I did once do some drama work with a small group of 18 year old female and male drama students in which we mixed improvisation and script on the topic of the Christmas Truce in order to create a presentation for a school. I made available a selection of letters from both German and British soldiers and the students read and discussed them.

Then, we created improvisations to explore the emotions and experiences of the soldiers writing the letters and the families receiving them. There was no intention to re-enact the Christmas Truce; the focus was on the harrowing human experiences of loneliness, pain and loss.

We constructed a working simple structure of improvisations swopping from the German to the British and back again.

Then I used their ideas and improvisations to write a script of a short drama piece. I included the actual texts of the letters; and various symbols and artefacts as metaphors. I devised a simple, portable, symbolic stage, using antique wooden fruit boxes as seats, and a bleak lighting set, mainly dark with single profiles and fresnels, and real candles (which could be symbolically snuffed).

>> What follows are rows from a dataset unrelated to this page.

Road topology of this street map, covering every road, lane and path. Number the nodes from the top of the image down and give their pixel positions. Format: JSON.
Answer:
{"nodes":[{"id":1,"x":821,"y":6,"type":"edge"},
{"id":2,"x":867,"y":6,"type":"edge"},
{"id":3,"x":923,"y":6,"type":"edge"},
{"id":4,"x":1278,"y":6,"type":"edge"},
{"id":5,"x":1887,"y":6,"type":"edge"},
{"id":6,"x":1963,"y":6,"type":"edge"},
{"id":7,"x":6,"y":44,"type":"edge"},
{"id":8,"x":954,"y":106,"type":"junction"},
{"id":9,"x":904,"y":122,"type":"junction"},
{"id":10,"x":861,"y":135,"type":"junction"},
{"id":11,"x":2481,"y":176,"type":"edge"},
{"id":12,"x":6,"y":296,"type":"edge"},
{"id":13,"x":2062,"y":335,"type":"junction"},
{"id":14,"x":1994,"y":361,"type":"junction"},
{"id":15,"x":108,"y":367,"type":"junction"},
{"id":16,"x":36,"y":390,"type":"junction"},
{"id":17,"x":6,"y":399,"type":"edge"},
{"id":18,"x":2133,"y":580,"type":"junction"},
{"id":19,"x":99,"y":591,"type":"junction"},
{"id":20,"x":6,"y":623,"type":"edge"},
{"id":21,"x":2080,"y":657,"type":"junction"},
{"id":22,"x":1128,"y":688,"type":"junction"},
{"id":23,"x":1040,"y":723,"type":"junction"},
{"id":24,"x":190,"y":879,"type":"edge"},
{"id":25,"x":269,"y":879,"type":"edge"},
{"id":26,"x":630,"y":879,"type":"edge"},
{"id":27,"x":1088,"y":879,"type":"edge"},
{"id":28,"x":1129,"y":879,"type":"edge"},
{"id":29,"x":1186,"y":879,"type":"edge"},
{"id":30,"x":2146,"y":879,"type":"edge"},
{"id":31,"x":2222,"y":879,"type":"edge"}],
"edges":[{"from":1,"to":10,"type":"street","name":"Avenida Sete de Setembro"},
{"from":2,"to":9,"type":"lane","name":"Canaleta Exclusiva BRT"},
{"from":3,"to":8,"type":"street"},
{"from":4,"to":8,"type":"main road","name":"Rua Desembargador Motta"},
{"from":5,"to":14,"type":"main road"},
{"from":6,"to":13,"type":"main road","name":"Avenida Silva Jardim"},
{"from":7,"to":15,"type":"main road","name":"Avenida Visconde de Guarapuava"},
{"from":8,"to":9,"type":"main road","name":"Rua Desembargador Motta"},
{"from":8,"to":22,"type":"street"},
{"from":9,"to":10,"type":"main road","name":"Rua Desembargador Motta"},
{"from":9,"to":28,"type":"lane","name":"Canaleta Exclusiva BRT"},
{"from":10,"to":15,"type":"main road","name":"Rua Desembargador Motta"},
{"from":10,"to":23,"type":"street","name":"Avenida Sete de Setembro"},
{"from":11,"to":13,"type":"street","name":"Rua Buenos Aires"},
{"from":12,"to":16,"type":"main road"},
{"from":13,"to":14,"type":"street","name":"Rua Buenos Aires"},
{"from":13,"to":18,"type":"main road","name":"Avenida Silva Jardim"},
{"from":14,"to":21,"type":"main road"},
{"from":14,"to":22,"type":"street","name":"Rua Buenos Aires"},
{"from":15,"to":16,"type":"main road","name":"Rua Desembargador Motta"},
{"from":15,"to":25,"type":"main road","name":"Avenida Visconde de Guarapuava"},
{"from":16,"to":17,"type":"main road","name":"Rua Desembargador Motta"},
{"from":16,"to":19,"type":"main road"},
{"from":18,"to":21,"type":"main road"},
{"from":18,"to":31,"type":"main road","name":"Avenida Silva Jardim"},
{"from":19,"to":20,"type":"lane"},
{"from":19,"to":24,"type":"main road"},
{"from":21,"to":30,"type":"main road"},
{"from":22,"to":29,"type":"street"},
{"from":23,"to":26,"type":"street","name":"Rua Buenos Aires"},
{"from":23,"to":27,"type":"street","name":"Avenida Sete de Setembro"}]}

They rehearsed the script, and, where appropriate, in discussion with me, interspersed improvisation, eventually to create the polished performance. I trusted their reactions as sensitive eighteen year olds who might indeed have been involved in 1914. Their input was more important than mine.

I believe it was effective and moving – I have never been able to say that my own pieces ever work on stage because I’m far too emotional and involved. I trust my gut feelings and objective people’s feedback.

In your position, I think – dare I utter the heresy? – I would start from what I wanted the students to take away, which is not a history lecture, a moral exhortation, or some borrowed politicised prepared point of view by a third party with a vested interest. I would think creatively: there’s time to do that. I would look for contemporary material which imparts the human experience and enlist the support, and preferably help, of the Head of Drama (assuming there is a creative arts faculty). It could perhaps be an opportunity for some of your sixth formers to create a drama project piece, which would engage the audience and the participants far more than being talked at and it would be something they‘d remember.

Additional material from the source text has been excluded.